Dopamine-acetylcholine interaction in the rat striatum: A dual-labeling immunocytochemical study

The relationship between cholinergic neurons and dopaminergic axons in the rat striatum was examined by a dual-labeling immunocytochemical method. Cholinergic neurons were identified by their immunoreactivity for choline acetyltransferase (ChAT), and dopaminergic axon terminals were identified by their positive immunoreactivity for tyrosine hydroxylase (TH).

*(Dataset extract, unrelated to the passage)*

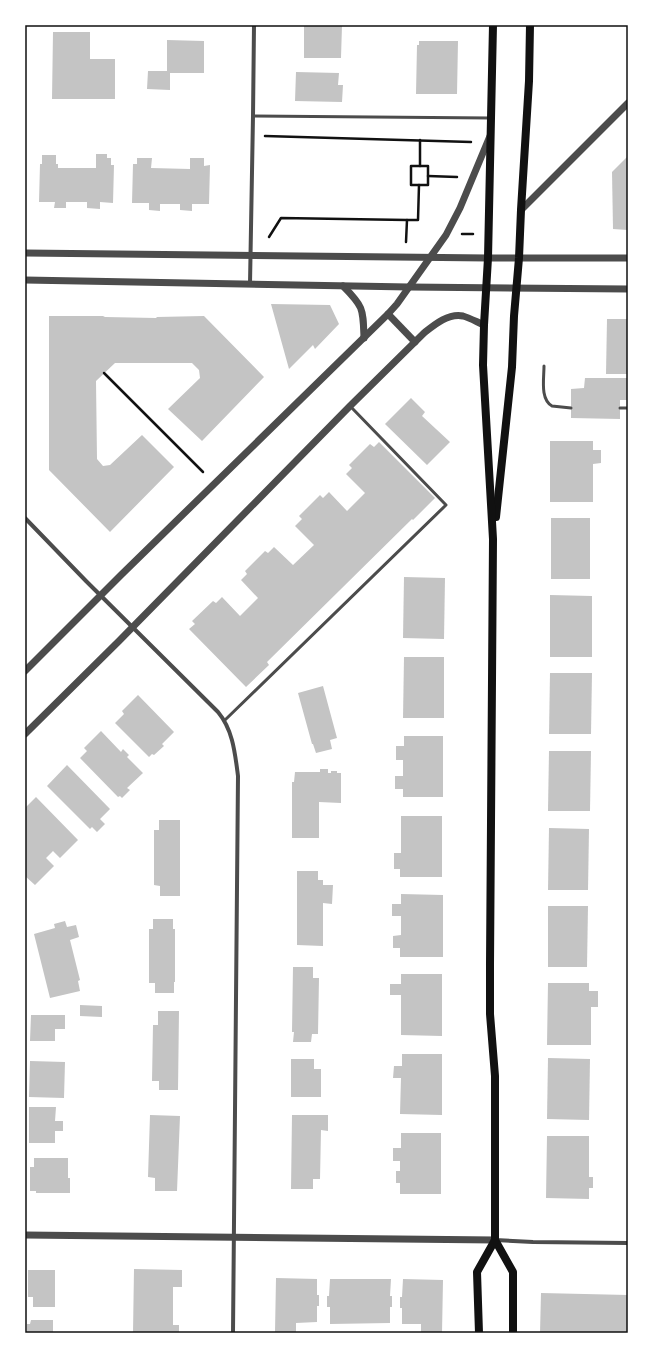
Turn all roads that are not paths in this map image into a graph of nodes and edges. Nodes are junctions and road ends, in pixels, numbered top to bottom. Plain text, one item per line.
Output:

Electron microscopic analysis of dual-labeled sections revealed that while most TH-positive terminals formed synapses with unlabeled striatal neurons and dendrites, a number of TH-positive terminals formed close appositions, highly suggestive of synapses, with both large and small dendrites as well as somata of ChAT-positive neurons. Tight appositions were also found between TH-positive terminals and ChAT-positive terminals. Moreover, TH-positive terminals and ChAT-positive terminals were found to form synapses with common dendrites of unlabeled striatal neurons. These results indicated that 1) dopaminergic axon terminals could interact directly with striatal cholinergic interneurons via tight appositions with distances comparable to conventional synapses; and 2) there is a convergence of dopaminergic and cholinergic axon terminals on noncholinergic striatal neurons.